Maslen on Marketing, Web copywriting

Web copywriting realities: what your reader wants

Consider these three statements…

“When people read online they lean forward because they are actively seeking information.”

“When people read online they are busy and have lots of other sources competing for their attention.”

“When people read online they have a more informal and personal relationship with the sites they visit.”

You’ll hear them a lot if you attend a “training course” on web copywriting. (By the way, if you do, ask the trainer how many websites they’ve actually written.) But what do they mean for us as copywriters?

Do we need to yell at our reader to keep their attention? Like this…

Hey you! Want to make a million working part-time from home? [Imagine this set in all caps.]

Do we, perhaps, need to use different language? Like this…

Dude! Like, here’s this way awesome financial reporting software that, like, totally rocks!

Should we get straight to the facts and avoid “selling copy”? Like this…

18.5% ROI in year one. Galvanised steel outer jacket. 45 to 50 times more resistant to Kryptonite.

Those three opening statements do reflect the way a lot of people use the web. And web copywriting is different, it’s true. The question is, different to what? (And if you want to discuss different to versus different from or, even, different than, see this month’s Your teacher would be so proud).

Let’s look at the three statements.

“When people read online they lean forward because they are actively seeking information.”

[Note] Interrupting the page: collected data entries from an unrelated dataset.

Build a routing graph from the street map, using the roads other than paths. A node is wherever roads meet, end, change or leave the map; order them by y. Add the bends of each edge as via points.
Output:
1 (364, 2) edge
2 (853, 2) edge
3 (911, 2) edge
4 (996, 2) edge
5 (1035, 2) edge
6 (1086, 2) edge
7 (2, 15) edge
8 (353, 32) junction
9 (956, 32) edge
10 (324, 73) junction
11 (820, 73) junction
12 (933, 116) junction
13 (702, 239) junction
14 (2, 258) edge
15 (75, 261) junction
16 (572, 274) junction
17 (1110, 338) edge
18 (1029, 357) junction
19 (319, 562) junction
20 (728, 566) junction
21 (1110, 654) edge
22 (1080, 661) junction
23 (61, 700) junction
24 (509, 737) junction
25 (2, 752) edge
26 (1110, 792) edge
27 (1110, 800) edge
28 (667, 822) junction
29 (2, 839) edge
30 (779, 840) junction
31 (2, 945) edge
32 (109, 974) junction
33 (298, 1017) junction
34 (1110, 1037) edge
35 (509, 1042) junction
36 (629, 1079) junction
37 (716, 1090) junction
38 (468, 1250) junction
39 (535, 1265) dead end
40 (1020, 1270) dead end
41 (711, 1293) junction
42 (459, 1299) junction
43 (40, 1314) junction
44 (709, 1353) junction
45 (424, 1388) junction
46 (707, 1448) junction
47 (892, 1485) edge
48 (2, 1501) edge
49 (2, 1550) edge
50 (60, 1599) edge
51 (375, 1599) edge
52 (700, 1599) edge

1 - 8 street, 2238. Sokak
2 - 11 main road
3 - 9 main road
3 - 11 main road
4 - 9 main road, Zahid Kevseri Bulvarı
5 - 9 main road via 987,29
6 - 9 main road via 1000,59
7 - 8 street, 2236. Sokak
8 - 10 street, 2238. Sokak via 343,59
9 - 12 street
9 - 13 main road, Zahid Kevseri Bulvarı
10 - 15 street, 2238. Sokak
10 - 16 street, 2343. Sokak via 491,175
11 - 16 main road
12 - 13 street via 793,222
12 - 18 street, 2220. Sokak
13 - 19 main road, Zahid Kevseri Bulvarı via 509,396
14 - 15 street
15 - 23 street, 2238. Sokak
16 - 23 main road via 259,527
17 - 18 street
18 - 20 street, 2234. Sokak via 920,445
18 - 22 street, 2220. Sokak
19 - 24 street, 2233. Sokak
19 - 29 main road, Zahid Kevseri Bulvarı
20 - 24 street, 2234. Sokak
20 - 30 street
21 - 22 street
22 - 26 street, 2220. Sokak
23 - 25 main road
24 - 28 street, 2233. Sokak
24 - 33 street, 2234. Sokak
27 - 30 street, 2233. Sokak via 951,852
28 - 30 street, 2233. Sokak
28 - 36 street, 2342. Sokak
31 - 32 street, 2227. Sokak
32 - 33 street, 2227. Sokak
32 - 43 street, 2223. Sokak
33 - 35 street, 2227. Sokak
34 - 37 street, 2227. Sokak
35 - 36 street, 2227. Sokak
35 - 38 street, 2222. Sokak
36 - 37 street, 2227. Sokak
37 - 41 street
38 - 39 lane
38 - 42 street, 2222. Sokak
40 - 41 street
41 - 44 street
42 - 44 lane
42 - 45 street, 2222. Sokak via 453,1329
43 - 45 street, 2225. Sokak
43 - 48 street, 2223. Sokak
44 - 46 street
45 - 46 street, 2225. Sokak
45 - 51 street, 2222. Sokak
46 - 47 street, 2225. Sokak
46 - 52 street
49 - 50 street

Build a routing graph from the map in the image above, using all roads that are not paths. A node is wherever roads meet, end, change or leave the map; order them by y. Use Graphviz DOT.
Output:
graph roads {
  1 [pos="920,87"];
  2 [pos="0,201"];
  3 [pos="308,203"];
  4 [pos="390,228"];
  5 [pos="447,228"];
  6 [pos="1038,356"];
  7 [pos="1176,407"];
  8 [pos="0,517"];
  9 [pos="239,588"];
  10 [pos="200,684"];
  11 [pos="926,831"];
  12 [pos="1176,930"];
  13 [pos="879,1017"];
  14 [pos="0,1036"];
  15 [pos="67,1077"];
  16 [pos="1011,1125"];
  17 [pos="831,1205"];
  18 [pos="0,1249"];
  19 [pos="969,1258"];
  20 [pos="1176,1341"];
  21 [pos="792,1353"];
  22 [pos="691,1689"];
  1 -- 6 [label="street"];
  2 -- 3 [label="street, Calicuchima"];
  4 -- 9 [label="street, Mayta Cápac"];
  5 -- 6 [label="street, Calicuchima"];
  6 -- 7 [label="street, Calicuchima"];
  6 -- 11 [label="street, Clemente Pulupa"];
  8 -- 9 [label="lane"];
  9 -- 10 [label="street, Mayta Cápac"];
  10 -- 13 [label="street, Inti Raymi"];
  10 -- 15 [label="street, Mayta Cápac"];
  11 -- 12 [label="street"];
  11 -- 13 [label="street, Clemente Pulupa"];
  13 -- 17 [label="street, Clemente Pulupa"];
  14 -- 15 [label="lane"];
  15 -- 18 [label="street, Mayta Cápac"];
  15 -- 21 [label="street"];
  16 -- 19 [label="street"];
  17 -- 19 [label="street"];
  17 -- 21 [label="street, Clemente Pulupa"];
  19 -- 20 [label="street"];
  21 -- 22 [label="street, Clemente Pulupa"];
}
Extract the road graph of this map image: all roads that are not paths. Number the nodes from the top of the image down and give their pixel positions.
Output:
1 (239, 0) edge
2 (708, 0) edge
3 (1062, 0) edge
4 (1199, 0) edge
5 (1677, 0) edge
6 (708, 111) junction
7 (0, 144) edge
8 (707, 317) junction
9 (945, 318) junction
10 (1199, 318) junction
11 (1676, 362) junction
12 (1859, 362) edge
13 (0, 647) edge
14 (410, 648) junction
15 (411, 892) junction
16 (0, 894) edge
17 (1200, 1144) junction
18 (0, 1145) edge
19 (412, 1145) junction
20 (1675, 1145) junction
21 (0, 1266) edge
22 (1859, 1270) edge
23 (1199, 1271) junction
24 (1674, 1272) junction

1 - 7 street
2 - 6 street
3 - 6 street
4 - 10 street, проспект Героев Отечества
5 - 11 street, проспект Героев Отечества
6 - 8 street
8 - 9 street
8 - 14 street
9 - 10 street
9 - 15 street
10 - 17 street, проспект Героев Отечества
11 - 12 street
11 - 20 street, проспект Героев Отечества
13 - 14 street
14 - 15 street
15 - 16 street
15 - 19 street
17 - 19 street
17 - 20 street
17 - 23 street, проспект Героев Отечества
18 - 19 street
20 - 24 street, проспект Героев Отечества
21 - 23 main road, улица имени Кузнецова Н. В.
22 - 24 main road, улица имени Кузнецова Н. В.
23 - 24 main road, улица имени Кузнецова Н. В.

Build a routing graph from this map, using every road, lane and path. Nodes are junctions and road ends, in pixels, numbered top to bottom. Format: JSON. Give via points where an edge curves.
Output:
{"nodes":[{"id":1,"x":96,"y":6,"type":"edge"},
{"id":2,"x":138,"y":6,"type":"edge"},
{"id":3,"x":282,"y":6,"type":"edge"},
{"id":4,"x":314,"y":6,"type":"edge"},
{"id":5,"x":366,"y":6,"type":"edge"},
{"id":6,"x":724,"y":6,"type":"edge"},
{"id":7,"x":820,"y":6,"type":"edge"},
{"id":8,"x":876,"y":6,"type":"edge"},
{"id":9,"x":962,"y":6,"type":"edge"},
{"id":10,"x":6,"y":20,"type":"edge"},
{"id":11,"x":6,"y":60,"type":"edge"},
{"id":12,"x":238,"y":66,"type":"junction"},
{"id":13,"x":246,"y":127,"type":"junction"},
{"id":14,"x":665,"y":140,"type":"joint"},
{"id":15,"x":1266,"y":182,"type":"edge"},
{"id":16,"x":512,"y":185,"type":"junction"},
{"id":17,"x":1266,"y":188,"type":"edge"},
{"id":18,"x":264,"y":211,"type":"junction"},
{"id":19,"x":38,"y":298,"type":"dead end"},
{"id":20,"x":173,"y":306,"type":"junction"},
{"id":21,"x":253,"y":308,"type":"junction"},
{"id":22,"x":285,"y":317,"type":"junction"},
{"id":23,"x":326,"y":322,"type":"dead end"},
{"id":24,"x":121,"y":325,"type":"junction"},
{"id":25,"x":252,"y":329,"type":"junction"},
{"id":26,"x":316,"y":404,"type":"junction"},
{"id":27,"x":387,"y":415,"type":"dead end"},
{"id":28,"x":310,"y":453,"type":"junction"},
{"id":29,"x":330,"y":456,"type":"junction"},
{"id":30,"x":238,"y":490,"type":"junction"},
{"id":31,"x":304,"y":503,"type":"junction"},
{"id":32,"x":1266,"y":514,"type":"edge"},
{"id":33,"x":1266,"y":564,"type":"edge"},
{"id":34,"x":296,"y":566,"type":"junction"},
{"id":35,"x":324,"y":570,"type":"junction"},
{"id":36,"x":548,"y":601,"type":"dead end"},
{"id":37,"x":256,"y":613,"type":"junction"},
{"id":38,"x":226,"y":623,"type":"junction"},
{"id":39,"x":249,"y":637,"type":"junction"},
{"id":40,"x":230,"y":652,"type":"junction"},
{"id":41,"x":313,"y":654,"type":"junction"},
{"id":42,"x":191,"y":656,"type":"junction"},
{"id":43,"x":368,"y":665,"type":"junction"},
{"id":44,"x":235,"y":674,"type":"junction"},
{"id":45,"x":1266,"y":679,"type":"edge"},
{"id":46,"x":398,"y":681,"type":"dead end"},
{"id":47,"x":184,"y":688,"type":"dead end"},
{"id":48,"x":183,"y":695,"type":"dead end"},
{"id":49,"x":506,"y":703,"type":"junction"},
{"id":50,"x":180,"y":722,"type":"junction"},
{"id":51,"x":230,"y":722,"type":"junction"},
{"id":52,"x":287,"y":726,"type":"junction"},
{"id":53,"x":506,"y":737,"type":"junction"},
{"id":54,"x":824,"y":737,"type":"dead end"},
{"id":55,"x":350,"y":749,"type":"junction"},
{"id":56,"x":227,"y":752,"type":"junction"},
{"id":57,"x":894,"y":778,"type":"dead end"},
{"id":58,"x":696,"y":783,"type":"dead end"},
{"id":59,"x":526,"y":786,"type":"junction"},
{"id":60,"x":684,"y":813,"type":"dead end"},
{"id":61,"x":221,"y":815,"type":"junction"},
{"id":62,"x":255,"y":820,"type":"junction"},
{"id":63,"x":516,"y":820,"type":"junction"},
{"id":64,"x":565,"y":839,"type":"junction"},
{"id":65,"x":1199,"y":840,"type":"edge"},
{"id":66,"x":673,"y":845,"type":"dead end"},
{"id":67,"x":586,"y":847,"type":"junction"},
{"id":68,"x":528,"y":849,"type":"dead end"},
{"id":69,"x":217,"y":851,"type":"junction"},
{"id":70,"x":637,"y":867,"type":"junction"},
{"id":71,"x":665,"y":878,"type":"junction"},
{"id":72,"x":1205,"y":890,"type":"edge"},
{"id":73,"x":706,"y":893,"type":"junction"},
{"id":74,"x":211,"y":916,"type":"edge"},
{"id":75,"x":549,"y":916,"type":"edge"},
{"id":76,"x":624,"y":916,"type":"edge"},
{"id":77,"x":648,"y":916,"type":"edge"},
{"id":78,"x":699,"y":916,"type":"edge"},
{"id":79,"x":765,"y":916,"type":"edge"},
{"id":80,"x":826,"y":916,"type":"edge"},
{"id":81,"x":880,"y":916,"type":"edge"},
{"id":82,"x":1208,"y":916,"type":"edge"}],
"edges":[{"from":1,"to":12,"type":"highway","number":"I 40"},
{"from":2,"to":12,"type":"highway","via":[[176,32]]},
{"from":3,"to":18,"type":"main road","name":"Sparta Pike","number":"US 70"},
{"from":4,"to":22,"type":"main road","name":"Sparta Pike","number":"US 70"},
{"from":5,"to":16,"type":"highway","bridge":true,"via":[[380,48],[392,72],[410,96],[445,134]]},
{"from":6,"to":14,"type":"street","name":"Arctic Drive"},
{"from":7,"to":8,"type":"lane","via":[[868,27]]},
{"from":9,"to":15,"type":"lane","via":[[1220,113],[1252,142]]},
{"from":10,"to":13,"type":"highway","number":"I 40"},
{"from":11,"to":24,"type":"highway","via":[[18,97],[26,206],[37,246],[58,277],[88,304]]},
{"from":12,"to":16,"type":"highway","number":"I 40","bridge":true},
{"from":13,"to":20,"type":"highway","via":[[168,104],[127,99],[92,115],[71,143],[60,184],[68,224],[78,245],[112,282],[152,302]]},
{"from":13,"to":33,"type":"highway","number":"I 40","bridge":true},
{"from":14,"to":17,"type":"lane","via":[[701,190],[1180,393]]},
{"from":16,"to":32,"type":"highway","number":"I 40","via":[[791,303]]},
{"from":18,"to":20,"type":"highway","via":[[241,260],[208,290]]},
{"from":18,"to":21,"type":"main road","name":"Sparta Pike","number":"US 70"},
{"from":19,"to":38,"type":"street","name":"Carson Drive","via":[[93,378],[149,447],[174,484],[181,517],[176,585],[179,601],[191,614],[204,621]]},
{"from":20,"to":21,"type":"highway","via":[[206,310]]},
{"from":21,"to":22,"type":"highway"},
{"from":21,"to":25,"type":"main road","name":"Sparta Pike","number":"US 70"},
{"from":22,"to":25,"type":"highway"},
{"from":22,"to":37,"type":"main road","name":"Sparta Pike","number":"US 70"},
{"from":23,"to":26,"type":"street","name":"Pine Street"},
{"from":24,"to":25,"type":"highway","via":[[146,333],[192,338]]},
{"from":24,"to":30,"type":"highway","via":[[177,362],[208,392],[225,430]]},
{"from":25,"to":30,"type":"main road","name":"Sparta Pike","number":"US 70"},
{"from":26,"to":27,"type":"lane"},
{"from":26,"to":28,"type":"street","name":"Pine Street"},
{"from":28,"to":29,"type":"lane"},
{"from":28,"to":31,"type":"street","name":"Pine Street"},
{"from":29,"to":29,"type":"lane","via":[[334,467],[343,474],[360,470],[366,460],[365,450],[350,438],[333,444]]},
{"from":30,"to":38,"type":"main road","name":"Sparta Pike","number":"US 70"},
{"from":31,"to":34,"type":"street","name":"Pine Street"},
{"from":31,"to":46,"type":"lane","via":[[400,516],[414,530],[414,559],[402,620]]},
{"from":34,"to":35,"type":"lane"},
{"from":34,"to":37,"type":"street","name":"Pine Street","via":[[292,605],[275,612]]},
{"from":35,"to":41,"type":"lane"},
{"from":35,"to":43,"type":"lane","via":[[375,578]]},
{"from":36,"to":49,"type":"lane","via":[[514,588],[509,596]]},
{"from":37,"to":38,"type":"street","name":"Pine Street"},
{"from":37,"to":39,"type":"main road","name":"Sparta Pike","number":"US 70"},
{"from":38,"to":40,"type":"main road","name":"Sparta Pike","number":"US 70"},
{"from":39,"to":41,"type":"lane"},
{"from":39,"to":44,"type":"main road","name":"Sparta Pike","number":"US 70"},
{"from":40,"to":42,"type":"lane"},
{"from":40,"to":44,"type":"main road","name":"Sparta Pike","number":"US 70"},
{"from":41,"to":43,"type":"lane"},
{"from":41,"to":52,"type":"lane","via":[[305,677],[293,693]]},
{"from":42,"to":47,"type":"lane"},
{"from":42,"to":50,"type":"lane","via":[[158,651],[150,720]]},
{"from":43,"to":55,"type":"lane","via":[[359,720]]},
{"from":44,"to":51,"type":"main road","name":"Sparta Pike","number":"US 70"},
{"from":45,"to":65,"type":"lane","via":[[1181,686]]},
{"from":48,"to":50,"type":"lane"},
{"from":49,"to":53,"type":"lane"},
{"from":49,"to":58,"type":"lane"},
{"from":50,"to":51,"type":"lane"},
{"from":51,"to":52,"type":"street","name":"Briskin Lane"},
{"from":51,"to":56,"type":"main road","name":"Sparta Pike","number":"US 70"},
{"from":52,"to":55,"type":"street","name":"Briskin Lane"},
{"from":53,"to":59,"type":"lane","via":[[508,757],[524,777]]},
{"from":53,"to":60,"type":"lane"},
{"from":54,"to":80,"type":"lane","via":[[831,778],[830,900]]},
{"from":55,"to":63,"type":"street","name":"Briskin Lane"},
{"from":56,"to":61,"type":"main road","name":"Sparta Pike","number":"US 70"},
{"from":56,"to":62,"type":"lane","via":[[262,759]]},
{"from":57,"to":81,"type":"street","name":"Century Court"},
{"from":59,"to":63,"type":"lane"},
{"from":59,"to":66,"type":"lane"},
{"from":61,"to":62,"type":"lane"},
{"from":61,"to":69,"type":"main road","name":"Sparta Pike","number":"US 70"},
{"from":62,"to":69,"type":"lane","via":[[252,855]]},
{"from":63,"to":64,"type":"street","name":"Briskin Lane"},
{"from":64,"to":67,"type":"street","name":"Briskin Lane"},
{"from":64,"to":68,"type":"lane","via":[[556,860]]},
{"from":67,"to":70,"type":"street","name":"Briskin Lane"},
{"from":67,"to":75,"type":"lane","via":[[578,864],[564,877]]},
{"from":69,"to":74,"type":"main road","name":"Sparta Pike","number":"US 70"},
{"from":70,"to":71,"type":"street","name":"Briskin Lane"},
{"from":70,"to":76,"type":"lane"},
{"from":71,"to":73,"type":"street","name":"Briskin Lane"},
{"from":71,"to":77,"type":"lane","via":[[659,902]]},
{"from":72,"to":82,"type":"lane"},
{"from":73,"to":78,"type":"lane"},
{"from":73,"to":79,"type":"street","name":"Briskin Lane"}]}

Yes, they do. If that’s the mode they’re in and that’s what they’re doing online. Add in the difficulty of reading on screen and it’s a fair bet.

But that’s great news for copywriters. Because it means our reader is engaged. In other words, we already have their attention: it’s now ours to lose. Shouting is unnecessary. In fact it’s counter-productive.

All we need to do to hold their attention is answer our old friend, “What’s in it for me?” A simple storytelling style will do it. Like this…

Six months ago, Cindy Patton came to me with a problem. Her mortgage was in arrears. Her car had been repossessed. And her kids were going to school in patched uniforms. With the skills I taught her in a single afternoon, Cindy began to turn her life around. I showed her how to make her living as a freelance copywriter.

“When people read online they are busy and have lots of other sources competing for their attention.”

Also true. Though reflect for a moment on your own life. Even when you’re not online, if you’re at work or juggling a social life, chores, kids maybe and family relationships, you’re busy and feeling busier every day.

So ANY copy you read has to be pretty immediate and to the point if you’re going to keep reading.

As an example, here’s a simple technique guaranteed to stop your reader clicking away to another site.

Ask them a question. Like this…

Which would you rather have – a top manager’s salary you earn working from home or a second income you can use to supplement your full-time wages?

“When people read online they have a more informal and personal relationship with the sites they visit.”

This may be true. Speaking for myself, I often have little or no relationship with the organisation or its site that I happen to be visiting. I don’t mind being addressed as an individual, however.

What isn’t true is that you must adopt some sort of generic web-speak. You might think you sound lush, awesome or random but your reader thinks you sound like a trendy vicar.

Instead, try writing down what you’d say to your site visitor were you to meet them in a coffee shop.

Be yourself and be mindful, also, of their expectations. If you run the communications department of a merchant bank, your reader will expect a more serious tone of voice than that used by the editor of an extreme sports magazine.

And I’m telling you this because

The web, through its ubiquity, has popularised some of the rules us old DM hands have been banging on about for years. Namely, you must write copy that engages your reader. Copy that answers their questions, quickly. And that promises an end to whatever pain they are suffering – physical or metaphorical.

It’s possible that you could get away with bland, generic copywriting in the world of print. [Actually I don’t believe that. You could write it. But it wouldn’t work. Ed.]

In the world of web copywriting, though, your copy must be crystal-clear. It must be sharp. It must convey your message in an instant. And it must speak to the reader. Hmm…sounds like direct mail copy.